• GIVEN ENTRIES
○ ○ ○ ○ ○ ○ ○
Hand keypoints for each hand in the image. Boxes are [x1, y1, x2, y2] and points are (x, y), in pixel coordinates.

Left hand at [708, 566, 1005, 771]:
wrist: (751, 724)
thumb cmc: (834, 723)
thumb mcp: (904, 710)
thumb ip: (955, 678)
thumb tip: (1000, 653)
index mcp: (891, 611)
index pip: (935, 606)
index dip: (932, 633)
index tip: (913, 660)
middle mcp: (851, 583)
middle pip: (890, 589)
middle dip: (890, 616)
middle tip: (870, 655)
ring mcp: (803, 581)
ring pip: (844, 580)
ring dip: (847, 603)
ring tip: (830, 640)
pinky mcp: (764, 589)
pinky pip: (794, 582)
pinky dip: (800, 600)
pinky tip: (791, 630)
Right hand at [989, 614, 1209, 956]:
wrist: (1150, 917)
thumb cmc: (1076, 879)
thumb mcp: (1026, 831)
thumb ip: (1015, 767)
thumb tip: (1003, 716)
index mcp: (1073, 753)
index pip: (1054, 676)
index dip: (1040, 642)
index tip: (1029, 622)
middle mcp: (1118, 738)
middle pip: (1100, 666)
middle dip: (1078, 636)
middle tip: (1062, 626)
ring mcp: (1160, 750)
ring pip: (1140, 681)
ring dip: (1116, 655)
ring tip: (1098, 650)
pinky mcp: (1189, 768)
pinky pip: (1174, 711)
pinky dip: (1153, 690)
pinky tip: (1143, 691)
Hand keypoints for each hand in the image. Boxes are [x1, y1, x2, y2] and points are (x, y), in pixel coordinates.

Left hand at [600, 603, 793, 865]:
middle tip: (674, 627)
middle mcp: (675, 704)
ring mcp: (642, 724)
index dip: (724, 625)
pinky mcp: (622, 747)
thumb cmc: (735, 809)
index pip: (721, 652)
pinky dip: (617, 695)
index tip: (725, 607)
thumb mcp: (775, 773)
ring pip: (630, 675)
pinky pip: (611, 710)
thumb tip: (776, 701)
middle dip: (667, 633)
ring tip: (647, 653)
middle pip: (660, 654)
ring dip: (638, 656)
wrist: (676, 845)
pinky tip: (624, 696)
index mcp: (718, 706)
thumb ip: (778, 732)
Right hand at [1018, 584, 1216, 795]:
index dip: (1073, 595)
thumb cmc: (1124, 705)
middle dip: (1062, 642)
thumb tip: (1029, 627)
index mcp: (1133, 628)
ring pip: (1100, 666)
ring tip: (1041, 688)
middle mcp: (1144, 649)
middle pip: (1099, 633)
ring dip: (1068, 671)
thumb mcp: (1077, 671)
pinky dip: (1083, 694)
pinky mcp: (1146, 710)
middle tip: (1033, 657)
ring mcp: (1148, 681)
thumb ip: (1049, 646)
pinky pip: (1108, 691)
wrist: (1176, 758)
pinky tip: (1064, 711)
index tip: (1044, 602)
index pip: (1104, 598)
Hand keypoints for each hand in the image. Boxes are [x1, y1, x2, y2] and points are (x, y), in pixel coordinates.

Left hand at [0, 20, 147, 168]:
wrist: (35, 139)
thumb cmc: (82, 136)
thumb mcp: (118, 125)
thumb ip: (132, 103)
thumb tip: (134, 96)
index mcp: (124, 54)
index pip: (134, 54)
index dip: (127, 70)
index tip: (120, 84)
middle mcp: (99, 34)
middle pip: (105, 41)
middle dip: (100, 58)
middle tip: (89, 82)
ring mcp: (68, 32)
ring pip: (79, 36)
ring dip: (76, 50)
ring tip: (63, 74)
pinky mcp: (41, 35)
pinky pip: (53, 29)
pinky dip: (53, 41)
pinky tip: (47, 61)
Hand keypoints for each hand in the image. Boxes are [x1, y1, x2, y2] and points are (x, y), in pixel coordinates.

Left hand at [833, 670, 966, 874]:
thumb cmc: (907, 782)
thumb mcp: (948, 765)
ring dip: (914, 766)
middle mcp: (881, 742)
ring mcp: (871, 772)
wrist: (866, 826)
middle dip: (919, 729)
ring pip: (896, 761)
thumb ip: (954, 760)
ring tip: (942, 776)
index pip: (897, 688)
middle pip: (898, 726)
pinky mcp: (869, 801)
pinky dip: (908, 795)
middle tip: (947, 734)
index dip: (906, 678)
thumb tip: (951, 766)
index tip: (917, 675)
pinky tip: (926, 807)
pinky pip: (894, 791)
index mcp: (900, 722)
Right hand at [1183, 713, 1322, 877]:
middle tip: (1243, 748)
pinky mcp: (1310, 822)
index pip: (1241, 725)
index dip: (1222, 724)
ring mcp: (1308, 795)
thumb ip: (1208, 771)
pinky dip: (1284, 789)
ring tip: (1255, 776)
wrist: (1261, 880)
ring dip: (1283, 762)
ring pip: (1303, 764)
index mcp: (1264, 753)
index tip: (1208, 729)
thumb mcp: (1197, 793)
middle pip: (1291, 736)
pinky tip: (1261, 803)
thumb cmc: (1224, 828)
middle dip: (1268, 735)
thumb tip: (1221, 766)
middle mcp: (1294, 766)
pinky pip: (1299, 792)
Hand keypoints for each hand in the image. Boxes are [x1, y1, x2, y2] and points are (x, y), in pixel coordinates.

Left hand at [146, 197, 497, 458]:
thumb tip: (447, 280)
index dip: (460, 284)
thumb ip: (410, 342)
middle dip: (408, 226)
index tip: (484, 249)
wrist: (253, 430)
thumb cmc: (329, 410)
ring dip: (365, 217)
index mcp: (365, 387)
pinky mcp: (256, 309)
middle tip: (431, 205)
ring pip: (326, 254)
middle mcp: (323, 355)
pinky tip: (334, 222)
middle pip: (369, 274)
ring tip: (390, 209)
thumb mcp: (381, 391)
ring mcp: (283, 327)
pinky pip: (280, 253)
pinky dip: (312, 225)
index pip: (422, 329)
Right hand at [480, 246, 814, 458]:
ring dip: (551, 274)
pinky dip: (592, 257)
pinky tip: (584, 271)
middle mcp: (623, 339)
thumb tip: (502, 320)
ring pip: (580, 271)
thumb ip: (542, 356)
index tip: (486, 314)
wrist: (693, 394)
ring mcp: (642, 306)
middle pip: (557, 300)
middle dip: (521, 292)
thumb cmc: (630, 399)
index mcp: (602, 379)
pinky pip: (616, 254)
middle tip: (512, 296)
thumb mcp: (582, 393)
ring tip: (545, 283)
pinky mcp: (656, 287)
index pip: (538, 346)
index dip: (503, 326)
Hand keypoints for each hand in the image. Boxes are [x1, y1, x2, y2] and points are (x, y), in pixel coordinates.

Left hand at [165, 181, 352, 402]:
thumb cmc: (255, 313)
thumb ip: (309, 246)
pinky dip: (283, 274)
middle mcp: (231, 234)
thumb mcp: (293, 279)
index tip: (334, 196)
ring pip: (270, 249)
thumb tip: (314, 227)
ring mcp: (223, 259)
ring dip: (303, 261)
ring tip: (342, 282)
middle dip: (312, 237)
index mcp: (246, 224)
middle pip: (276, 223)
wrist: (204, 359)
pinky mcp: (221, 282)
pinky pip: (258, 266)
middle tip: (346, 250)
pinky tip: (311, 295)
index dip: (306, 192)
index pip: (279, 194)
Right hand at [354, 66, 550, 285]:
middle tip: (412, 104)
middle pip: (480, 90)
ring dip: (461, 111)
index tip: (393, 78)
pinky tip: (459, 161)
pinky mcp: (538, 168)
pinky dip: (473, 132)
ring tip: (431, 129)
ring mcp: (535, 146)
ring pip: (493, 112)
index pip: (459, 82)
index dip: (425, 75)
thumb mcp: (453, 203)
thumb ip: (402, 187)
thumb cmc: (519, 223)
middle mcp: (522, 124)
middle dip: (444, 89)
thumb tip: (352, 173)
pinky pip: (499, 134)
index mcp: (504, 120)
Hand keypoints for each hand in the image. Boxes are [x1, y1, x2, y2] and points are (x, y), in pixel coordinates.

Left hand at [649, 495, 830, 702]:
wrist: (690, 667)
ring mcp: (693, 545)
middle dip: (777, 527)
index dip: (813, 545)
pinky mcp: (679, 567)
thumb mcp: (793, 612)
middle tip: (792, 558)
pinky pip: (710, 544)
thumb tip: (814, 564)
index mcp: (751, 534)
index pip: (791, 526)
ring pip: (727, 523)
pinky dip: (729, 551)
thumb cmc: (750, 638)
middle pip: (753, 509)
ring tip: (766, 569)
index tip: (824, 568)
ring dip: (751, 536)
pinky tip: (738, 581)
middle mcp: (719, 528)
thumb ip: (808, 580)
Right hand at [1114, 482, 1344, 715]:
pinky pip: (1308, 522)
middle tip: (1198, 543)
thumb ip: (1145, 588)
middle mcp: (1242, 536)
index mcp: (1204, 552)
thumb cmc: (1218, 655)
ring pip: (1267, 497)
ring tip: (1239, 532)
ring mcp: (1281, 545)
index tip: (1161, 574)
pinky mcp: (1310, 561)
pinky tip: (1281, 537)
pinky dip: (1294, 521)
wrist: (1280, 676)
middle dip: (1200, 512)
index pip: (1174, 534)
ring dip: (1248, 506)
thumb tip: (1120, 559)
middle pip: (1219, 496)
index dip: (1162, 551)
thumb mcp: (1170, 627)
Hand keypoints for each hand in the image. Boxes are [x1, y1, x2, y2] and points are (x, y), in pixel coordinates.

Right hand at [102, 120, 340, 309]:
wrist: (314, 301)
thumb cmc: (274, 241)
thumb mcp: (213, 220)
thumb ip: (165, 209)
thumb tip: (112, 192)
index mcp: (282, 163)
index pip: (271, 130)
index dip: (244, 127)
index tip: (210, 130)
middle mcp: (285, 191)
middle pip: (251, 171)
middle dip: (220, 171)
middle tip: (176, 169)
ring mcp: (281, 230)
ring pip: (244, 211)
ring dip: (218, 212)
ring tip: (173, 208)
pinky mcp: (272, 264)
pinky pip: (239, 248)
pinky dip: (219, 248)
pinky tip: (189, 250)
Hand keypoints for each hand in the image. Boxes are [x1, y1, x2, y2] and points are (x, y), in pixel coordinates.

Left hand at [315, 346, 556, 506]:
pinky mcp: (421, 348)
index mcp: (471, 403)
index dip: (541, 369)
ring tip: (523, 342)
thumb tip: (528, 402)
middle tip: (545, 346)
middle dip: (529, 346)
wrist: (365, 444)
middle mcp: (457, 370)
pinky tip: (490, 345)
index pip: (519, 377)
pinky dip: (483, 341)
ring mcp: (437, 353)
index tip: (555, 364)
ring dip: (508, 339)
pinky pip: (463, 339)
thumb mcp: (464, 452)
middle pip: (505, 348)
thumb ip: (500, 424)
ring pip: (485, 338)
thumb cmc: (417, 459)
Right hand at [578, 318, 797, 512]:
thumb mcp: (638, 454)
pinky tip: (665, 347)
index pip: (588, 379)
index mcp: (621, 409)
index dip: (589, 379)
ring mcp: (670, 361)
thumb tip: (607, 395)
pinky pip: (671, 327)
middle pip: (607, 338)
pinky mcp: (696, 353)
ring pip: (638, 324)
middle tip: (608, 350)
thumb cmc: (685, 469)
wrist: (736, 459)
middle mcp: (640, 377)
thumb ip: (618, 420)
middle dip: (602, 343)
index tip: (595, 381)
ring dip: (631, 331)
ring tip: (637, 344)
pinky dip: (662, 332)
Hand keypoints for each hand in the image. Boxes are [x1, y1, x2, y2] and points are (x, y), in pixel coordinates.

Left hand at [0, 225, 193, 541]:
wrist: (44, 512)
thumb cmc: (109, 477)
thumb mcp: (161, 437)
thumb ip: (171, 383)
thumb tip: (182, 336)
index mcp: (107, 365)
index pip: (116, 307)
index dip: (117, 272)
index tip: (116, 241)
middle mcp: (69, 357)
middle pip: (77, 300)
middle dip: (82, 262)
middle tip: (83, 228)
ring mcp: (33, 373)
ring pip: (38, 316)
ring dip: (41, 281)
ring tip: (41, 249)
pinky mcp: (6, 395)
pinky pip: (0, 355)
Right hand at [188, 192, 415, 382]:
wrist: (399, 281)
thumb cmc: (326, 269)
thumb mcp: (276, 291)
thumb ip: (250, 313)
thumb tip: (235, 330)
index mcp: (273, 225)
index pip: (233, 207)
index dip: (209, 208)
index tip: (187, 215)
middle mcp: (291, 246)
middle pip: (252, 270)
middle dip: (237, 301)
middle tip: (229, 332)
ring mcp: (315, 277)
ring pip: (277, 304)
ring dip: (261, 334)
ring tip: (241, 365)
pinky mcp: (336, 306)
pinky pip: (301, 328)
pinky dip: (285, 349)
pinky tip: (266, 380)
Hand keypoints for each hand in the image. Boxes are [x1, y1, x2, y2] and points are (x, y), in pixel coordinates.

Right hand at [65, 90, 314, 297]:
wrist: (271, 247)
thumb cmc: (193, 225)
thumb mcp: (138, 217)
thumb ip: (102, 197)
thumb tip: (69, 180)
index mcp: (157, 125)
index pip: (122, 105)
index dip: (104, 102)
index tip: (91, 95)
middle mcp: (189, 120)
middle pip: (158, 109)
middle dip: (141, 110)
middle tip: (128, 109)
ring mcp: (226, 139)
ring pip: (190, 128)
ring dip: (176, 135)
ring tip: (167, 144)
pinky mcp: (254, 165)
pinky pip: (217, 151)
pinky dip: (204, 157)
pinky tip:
○ ○ ○ ○ ○ ○ ○
• WHAT IS REQUIRED
Only the lines above from the line containing "middle mcp: (719, 528)" through the line containing "ring pip: (1267, 497)" should be retyped, exactly and with both ends included.

• RESPONSE TO THE TASK
middle mcp: (719, 528)
thumb ip: (808, 580)
Right hand at [1114, 482, 1344, 715]:
pinky pip: (1308, 522)
middle tip: (1198, 543)
thumb ip: (1145, 588)
middle mcp: (1242, 536)
index mcp: (1204, 552)
thumb cmc: (1218, 655)
ring pip: (1267, 497)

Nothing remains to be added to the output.